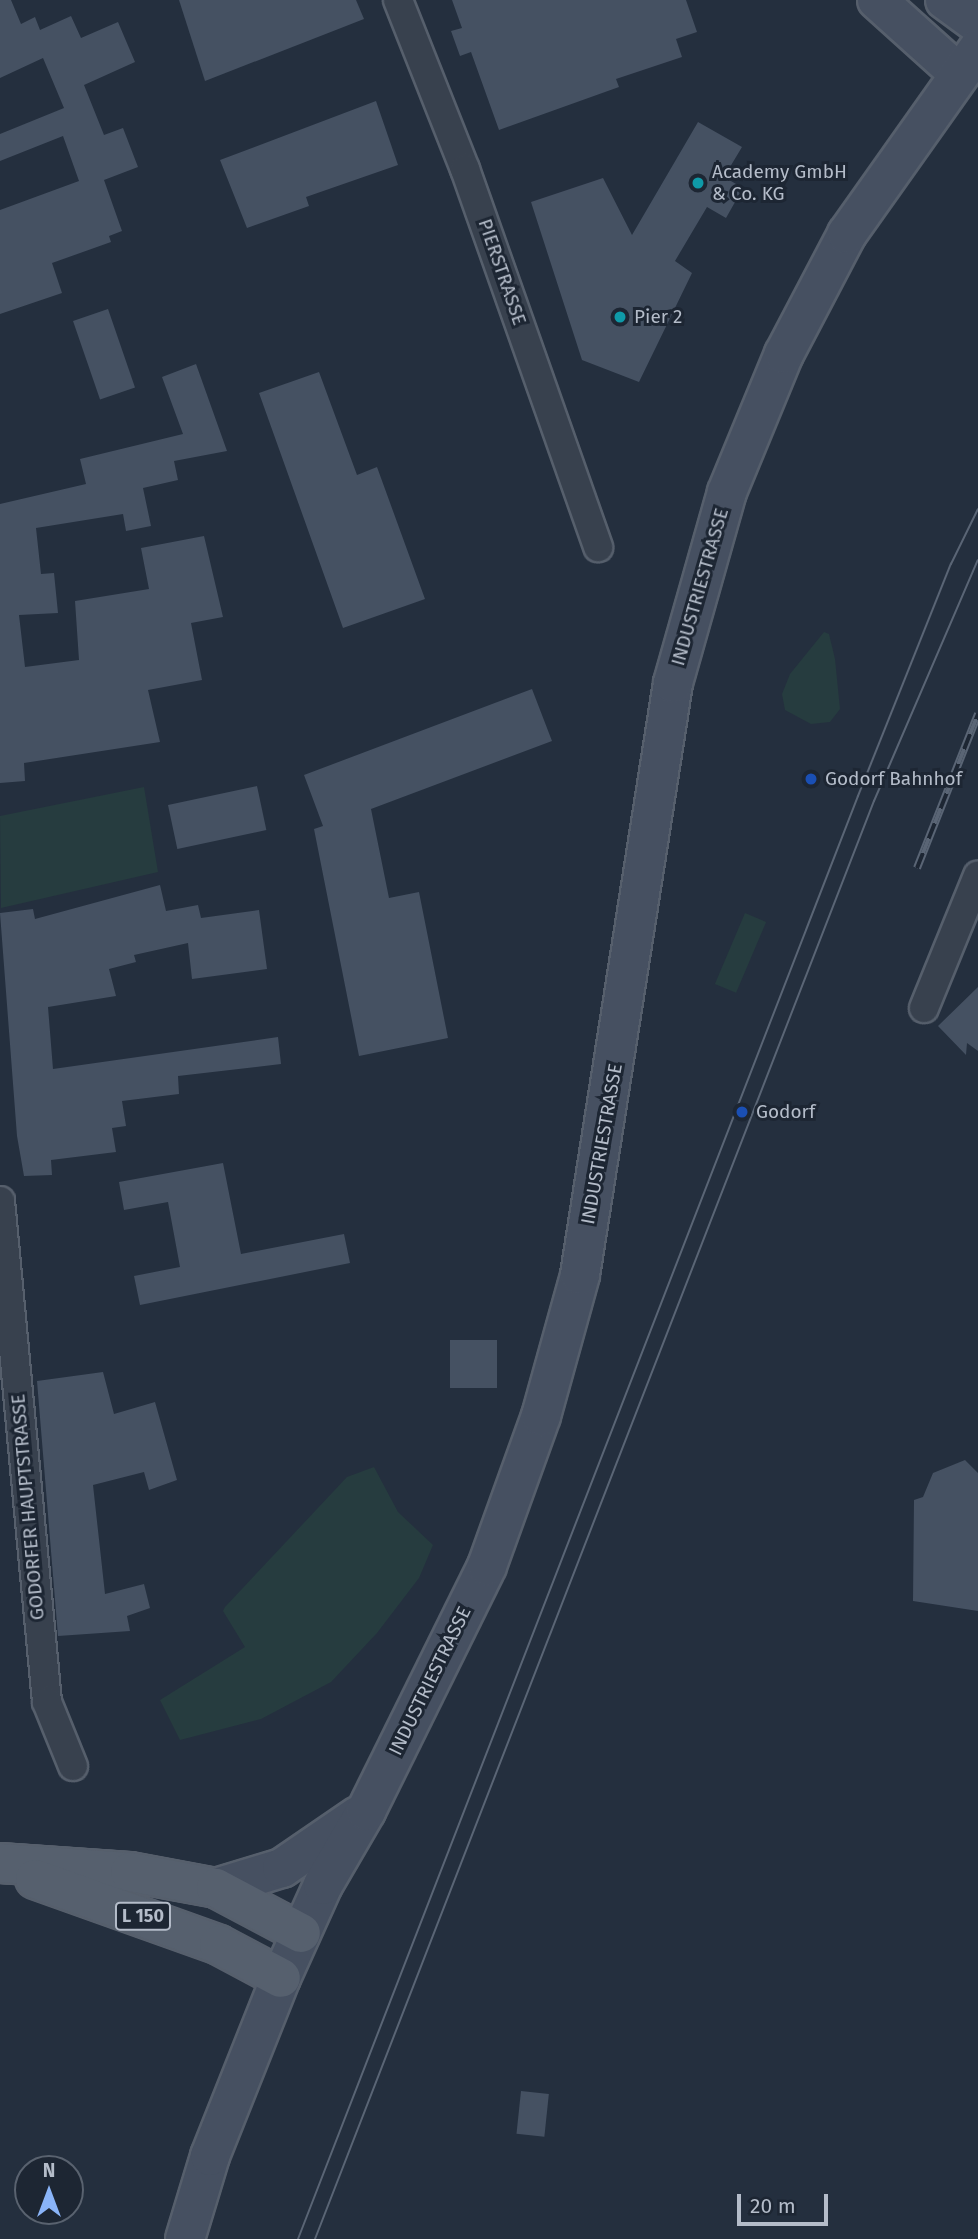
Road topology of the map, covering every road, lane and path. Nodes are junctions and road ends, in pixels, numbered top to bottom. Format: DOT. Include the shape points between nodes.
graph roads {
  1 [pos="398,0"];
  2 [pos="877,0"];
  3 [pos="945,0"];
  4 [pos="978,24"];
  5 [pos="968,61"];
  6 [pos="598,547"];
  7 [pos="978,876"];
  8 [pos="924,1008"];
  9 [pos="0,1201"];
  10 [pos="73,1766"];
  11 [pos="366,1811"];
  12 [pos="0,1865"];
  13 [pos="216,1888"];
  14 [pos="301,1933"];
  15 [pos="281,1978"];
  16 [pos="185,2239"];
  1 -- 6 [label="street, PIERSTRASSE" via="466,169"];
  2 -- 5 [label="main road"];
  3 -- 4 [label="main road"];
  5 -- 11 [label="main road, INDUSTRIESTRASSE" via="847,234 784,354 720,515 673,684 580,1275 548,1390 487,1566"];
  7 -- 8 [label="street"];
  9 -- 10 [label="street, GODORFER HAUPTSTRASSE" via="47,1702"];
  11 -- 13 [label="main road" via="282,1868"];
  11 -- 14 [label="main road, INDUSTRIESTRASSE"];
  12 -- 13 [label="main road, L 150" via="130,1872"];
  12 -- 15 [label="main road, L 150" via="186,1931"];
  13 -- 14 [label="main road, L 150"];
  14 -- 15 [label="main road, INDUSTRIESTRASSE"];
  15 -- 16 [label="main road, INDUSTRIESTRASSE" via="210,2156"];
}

·····

▶ **EXERCISE DESCRIPTION**: Each line above that contains "street" must be copied out.

▶ **OUTPUT BELOW**:
  1 -- 6 [label="street, PIERSTRASSE" via="466,169"];
  7 -- 8 [label="street"];
  9 -- 10 [label="street, GODORFER HAUPTSTRASSE" via="47,1702"];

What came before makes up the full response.